Photos: Xander Wegscheider and (insert) Ray Reyes, on Unsplash
This webpage is for trust fundraisers with three or more years’ experience. Beginners should use this page instead.
Photos: Xander Wegscheider and (insert) Ray Reyes, on Unsplash
This webpage is for trust fundraisers with three or more years’ experience. Beginners should use this page instead.
It’s not as common as it once was, but – people sometimes like to present saving money to other funders as an exit strategy. The theory is: our service users now won’t need service X, therefore Funder Y, who funds it, will fund our work at the end of the grant.
The following tells you how to make it work. However, be warned: it’s a great deal of work!
This is clearly better than no exit strategy.
When I was at one charity, I wrote a guide for Services on how to pitch their work to Commissioners on saving money. We get a lot more Local Authority funding afterwards. What it helped do at least was to get feet in the door with commissioners.
Although trusts will have heard this kind of thing before and then seen it not work, if you follow the advice below and get positive feedback from your commissioner for a pilot, you can put together a much more sophisticated argument to the trust, that differentiates itself from the vague claims they’ll have heard in the past.
Firstly, the application needs to save the right person money. If it generates tax – so what? If it saves a hospital money, but you;re approaching a Local Authority, that won’t cut much ice – there have been massive, multi million pound disagreements over decades about “bed blocking”, which are basically about NHS Trusts accusing ash-strapped local authorities not caring about them. It’s a recurrent issue with prevention programmes, such as falls prevention programmes, too.
Even within the same funder, if it comes out of a different pot there can be issues. So, there have been problems over the years with schemes falling between housing and care, for example, even though they’re both Local Authority funding.
Take falls prevention. There are two ways you can go: you can give people training and exercises so that they fall less (a health intervention) or you can improve someone’s home so they’re less likely to fall in it. Health funders fund the one set, Local Authorities the other.

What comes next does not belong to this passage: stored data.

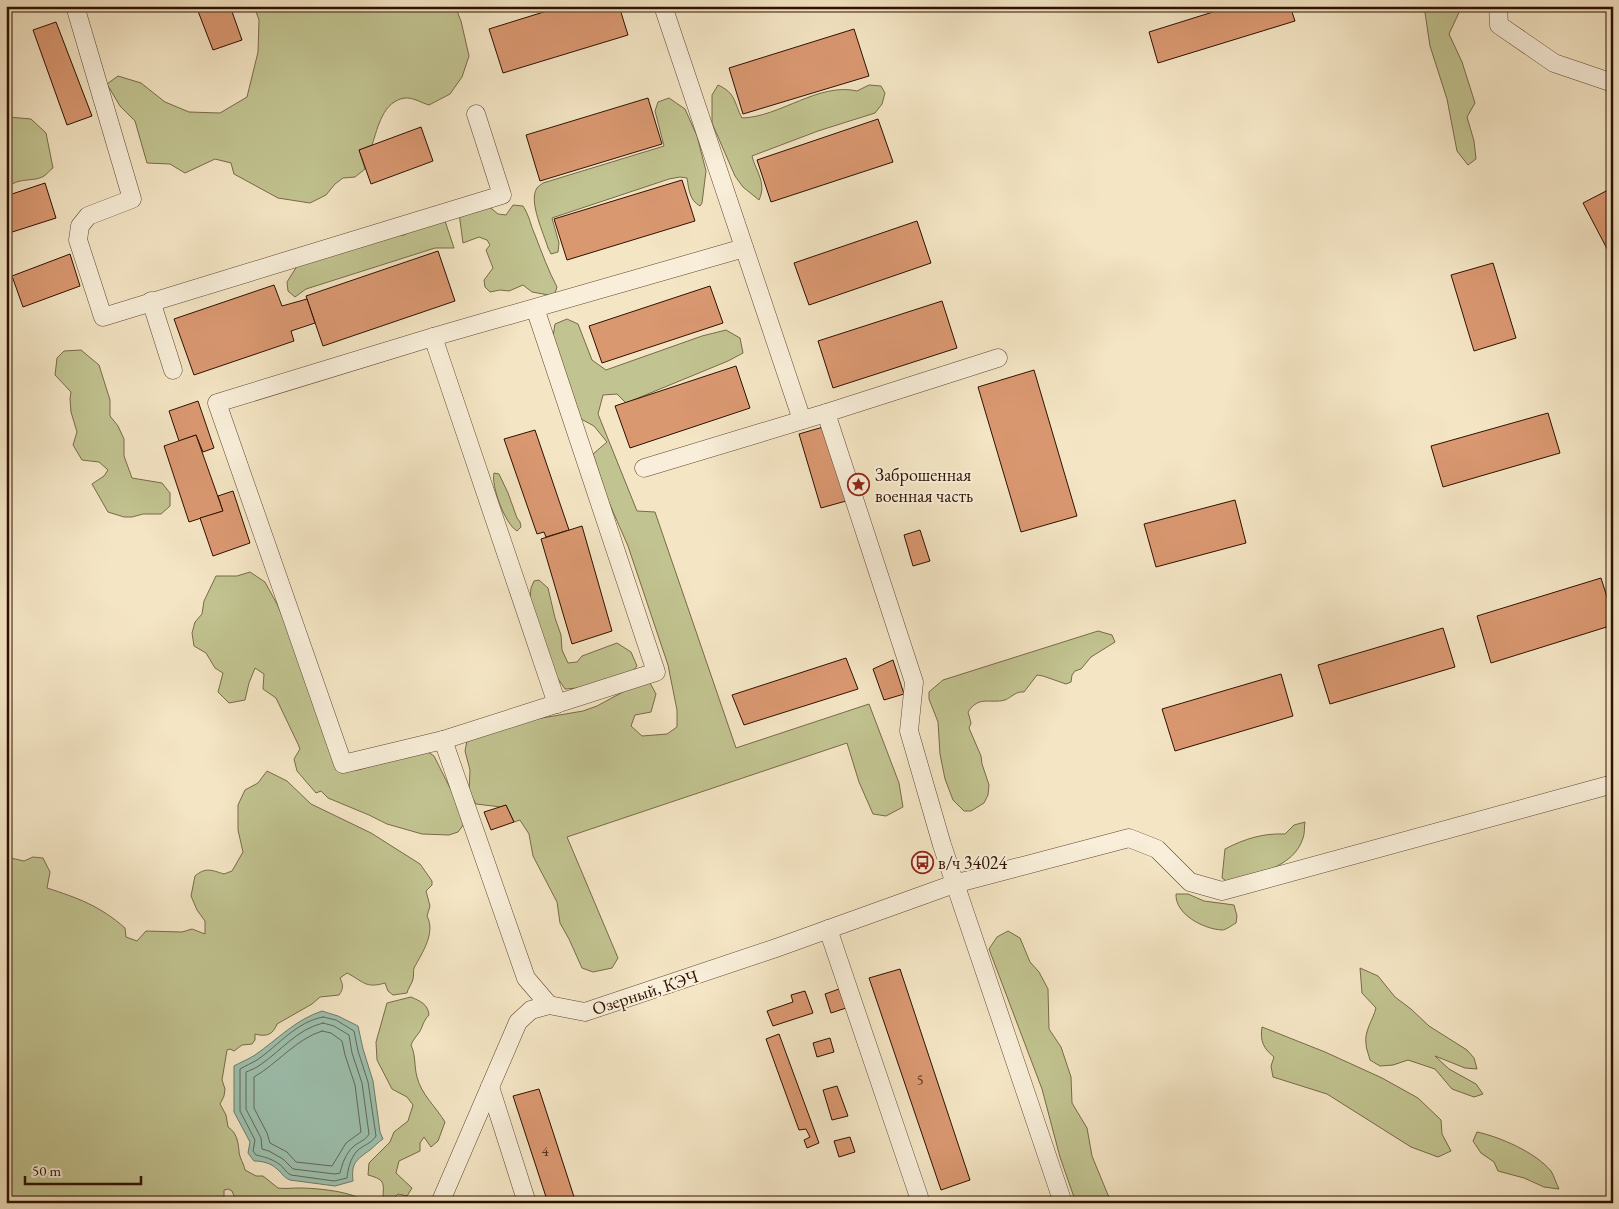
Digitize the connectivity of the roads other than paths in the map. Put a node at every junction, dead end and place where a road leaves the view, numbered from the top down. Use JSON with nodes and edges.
{"nodes":[{"id":1,"x":75,"y":6,"type":"edge"},
{"id":2,"x":663,"y":6,"type":"edge"},
{"id":3,"x":1498,"y":6,"type":"edge"},
{"id":4,"x":1613,"y":83,"type":"edge"},
{"id":5,"x":476,"y":114,"type":"dead end"},
{"id":6,"x":744,"y":248,"type":"junction"},
{"id":7,"x":151,"y":301,"type":"junction"},
{"id":8,"x":535,"y":308,"type":"junction"},
{"id":9,"x":433,"y":337,"type":"junction"},
{"id":10,"x":998,"y":358,"type":"dead end"},
{"id":11,"x":173,"y":370,"type":"dead end"},
{"id":12,"x":826,"y":413,"type":"junction"},
{"id":13,"x":802,"y":420,"type":"junction"},
{"id":14,"x":644,"y":468,"type":"dead end"},
{"id":15,"x":557,"y":704,"type":"junction"},
{"id":16,"x":443,"y":740,"type":"junction"},
{"id":17,"x":1613,"y":784,"type":"edge"},
{"id":18,"x":954,"y":884,"type":"junction"},
{"id":19,"x":828,"y":929,"type":"junction"},
{"id":20,"x":549,"y":1005,"type":"junction"},
{"id":21,"x":490,"y":1087,"type":"junction"},
{"id":22,"x":440,"y":1203,"type":"edge"},
{"id":23,"x":527,"y":1203,"type":"edge"},
{"id":24,"x":921,"y":1203,"type":"edge"},
{"id":25,"x":1063,"y":1203,"type":"edge"}],
"edges":[{"from":1,"to":7,"type":"street"},
{"from":2,"to":6,"type":"street"},
{"from":3,"to":4,"type":"street"},
{"from":5,"to":7,"type":"street"},
{"from":6,"to":8,"type":"street"},
{"from":6,"to":13,"type":"street"},
{"from":7,"to":11,"type":"street"},
{"from":8,"to":9,"type":"street"},
{"from":8,"to":15,"type":"street"},
{"from":9,"to":15,"type":"street"},
{"from":9,"to":16,"type":"street"},
{"from":10,"to":12,"type":"street"},
{"from":12,"to":13,"type":"street"},
{"from":12,"to":18,"type":"street"},
{"from":13,"to":14,"type":"street"},
{"from":15,"to":16,"type":"street"},
{"from":16,"to":20,"type":"street"},
{"from":17,"to":18,"type":"street","name":"Озерный, КЭЧ"},
{"from":18,"to":19,"type":"street","name":"Озерный, КЭЧ"},
{"from":18,"to":25,"type":"street"},
{"from":19,"to":20,"type":"street","name":"Озерный, КЭЧ"},
{"from":19,"to":24,"type":"street"},
{"from":20,"to":21,"type":"street"},
{"from":21,"to":22,"type":"street"},
{"from":21,"to":23,"type":"street"}]}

If your scheme would result in less people needing home care under a spot spot purchase (per head purchase contract) then the local authority could take the money out. However, if it results in a few staff members in different fields of work being slightly less busy, they chances are they aren’t going to get their hours cut. So, the funder cannot turn the saving into cash. It’s not really a saving, then.
It’s also just possible that people will push back on the change, internally, at the funder.
The fact is that a lot of care, to stick with the same example, is not funded by the state but delivered by family members. In many situations, a Social Worker will do what they can to avoid paying for care and it’s only in a more limited range of circumstances that the state will come in. So, the project saving money needs to target enough of the right segment of the affected group, or to have a very low cost per head (e.g., sometimes benefits take up work) – if, not then the cost of the intervention is higher than the savings you’re trying to make.
Commissioners can be sceptical about whether cost savings approaches really work. It’s hardly surprising, given that VCSOs have a tendency to trot out the “It will save you money” line without having the first clue about the realities listed above! You’ll need to show you really know what you’re talking about.
Most commissioners operate on a three year business cycle, so if you can fit into the consultations, or to time things when relevant contracts are up for retendering, then they are more likely to listen. However, they can also have a limited amount of discretionary funding at other times.
It’s about numbers of people in the situation that they won’t need the alternative, funded support and who would otherwise be claiming that support. Sometimes the data in your scheme will provide that. Sometimes you can also find evaluations of schemes like yours and draw on their data.
If you’re looking to replace a standard cost, there are often figures online for costs per head (e.g., in Social Care Statistics in the above example). Using those in conjunction with the number of people you’re looking to free up from needing the service will give you a figure for the potential cost saving.
You’ll need permission from the relevant staff, usually in Services, whose contact this would be. The chances are that, if it turns into a meeting, you’ll just be one of a number of items. However, sometimes you can get people on the phone and get a general assurance as to whether it’s something they’d be interested in – not great, but it’s something.